Schwartz, Avraham, Benish, et al. [37] have shown that prophylactic IL-12 treatment reduces postoperative metastasis in a rat tumor model. The mediation of protection was by increased numbers but not cytotoxicity of NK cells. They found that IL-12 did not potentiate activity per NK cell nor protect it from suppression by surgery, but IL-12 increased the numbers of circulating and marginating pulmonary NK cells. Their study indicated that the antimetastatic effects of IL-12 are due to increased numbers of strategically located NK cells. They advocate IL-12 as a prophylactic approach against the potential metastasis promoting effects of surgery.
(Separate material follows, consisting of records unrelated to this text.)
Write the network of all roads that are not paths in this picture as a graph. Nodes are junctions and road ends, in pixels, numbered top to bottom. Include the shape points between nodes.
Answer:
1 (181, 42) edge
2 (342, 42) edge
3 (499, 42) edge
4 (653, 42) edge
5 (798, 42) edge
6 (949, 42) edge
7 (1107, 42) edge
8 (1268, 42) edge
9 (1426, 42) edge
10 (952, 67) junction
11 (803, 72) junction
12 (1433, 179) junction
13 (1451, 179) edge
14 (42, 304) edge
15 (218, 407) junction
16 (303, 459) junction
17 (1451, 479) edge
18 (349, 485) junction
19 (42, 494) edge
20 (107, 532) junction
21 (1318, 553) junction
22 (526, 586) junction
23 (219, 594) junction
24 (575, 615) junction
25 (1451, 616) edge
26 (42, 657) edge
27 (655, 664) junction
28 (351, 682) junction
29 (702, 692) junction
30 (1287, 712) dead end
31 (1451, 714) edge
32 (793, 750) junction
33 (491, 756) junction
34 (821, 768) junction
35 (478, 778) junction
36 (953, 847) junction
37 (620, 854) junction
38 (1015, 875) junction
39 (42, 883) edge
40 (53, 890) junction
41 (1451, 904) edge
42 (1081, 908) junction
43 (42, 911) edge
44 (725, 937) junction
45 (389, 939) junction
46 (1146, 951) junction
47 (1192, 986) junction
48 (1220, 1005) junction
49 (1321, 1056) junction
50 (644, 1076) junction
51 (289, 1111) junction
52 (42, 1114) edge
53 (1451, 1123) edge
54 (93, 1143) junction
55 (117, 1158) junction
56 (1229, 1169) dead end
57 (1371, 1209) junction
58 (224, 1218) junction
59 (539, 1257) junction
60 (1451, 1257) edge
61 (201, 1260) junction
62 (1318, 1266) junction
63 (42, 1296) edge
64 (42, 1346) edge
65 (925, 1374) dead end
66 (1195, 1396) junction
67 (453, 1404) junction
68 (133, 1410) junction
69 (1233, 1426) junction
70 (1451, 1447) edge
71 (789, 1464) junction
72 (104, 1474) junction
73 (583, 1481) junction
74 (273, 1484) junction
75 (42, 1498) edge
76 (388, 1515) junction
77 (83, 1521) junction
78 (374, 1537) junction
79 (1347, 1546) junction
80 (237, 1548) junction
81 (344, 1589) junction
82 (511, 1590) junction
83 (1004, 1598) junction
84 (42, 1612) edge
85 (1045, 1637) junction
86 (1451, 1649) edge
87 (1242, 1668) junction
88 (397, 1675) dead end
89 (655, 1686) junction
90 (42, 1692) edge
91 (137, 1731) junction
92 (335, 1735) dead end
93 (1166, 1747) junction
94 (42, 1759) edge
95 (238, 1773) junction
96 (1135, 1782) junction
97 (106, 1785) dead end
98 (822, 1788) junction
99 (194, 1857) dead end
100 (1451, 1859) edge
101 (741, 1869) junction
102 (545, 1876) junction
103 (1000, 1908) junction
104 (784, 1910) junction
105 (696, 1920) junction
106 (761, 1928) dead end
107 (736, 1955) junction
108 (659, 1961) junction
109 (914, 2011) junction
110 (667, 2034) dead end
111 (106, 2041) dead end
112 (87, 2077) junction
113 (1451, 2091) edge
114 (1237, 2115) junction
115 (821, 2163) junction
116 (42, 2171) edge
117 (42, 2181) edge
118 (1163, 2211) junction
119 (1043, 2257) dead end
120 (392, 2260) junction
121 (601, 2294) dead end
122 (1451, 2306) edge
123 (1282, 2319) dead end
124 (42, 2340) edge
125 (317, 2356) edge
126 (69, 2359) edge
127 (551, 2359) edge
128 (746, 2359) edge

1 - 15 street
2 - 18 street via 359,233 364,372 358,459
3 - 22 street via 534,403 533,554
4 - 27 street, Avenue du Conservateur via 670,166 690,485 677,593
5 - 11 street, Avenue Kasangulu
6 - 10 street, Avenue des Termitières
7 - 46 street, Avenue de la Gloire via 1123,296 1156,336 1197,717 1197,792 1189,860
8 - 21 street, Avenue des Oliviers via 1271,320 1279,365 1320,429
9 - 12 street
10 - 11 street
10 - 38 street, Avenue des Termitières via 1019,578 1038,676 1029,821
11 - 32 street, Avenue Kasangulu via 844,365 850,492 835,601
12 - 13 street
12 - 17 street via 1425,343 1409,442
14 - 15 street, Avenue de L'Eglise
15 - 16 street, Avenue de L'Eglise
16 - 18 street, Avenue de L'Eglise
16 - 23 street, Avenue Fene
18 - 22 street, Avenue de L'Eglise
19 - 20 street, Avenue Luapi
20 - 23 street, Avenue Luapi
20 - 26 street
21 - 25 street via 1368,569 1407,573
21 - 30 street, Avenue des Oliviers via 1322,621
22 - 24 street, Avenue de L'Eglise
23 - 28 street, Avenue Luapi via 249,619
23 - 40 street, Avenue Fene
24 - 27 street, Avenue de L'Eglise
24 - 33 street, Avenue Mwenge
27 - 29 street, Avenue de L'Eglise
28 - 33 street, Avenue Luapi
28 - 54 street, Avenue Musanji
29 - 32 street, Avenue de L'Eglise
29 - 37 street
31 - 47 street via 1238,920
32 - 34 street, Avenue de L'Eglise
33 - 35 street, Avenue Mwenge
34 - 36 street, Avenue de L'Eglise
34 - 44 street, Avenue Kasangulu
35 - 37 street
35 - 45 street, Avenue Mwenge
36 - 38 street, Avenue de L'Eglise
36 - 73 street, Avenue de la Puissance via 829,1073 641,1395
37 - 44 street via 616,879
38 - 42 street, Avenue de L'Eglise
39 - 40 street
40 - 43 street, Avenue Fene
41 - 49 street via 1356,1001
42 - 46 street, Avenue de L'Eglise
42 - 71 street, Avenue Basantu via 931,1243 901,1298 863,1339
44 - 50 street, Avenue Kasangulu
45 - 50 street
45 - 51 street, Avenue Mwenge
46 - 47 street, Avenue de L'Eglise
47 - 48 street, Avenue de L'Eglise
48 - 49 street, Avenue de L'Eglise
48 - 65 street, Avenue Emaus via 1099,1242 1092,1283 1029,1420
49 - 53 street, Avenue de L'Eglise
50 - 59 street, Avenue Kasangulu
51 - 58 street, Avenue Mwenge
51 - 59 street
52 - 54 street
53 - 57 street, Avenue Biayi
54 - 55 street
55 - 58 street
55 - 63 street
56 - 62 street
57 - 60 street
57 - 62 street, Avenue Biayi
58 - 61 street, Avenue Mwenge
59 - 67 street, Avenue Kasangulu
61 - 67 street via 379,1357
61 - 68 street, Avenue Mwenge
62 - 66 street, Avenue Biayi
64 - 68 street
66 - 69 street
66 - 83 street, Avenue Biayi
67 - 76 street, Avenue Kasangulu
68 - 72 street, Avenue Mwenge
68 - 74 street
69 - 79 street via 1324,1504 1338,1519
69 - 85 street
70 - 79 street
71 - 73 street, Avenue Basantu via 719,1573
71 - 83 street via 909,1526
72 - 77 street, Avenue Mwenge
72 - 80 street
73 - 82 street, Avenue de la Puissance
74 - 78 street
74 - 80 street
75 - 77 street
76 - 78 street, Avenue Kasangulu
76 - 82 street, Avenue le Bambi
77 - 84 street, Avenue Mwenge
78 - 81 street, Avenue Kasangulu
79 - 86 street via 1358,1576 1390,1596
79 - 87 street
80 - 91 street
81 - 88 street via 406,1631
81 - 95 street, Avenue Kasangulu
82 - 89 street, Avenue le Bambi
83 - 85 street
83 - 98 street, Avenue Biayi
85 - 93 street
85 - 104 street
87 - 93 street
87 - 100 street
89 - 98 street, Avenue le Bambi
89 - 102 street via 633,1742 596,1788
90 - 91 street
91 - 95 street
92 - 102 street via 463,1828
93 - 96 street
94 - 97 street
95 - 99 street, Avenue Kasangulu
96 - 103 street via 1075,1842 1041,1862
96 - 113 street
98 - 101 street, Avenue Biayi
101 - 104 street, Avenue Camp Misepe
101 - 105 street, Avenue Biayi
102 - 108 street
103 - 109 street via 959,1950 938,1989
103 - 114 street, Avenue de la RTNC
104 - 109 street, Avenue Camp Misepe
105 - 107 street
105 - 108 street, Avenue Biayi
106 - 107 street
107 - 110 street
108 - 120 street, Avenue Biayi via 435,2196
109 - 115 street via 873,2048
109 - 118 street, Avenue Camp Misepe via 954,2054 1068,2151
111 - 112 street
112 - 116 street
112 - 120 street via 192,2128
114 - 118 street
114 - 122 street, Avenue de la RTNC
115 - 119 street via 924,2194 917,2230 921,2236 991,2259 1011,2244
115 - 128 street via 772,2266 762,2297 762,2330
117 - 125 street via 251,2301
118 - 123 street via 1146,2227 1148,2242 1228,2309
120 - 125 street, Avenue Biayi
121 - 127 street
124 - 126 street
Goldfarb, Benish, Rosenne, et al. [38] have shown that CpG-C oligodeoxynucleotides (CpG-C ODN) limit the deleterious effects of β-adrenoreceptors stimulation on NK cytotoxicity and metastatic dissemination. They believe prophylactic CPG-C ODN therapy can improve immunocompetence and potentially reduce metastatic dissemination in clinical settings characterized by enhanced sympathetic stress responses. We have recently shown that the cytolytic function of NK cells is inhibited by increased tumor iron concentration both intracellular and in the stromal microenvironment [39,40].

3. Conclusions

The above evidence presented supports, without doubt, the concept of what I now call psychoneuro-immunooncology. It is important to continue research in cancer immunotherapy and establish it as the fourth modality of cancer therapy. The Big Three being surgery, chemotherapy, and radiation. I believe for cancer immunotherapy to be effective and accepted as the fourth modality of cancer treatment, it will take a very innovative combined approach. I have discussed and presented details about a combination cancer immunotherapy approach soon to be published [41]. However, I now truly believe for a combination cancer immunotherapy protocol to have the most opportune chance to be efficacious, we must address host immune support immediately at the time of diagnosis. By treating immune suppression associated with the psychic stress of diagnosis and surgical procedures, other cancer immunotherapeutic measures in the adjuvant and metastatic setting will probably be much more effective. This communication is an appeal to physicians that treat cancer especially surgeons, to begin to look at the host of the disease and beyond the cancer. It is definitely important to monitor and support host immunity at diagnosis, perioperative period and during adjuvant chemotherapy and radiation protocols. By addressing host immunity in all of these areas confronting cancer patients, we can offer patients better quality of life and possibly a better chance for survival. It is time for the cancer surgeon to think beyond the recommended surgical procedure for the disease and start the practice of psychoneuro-immunooncology.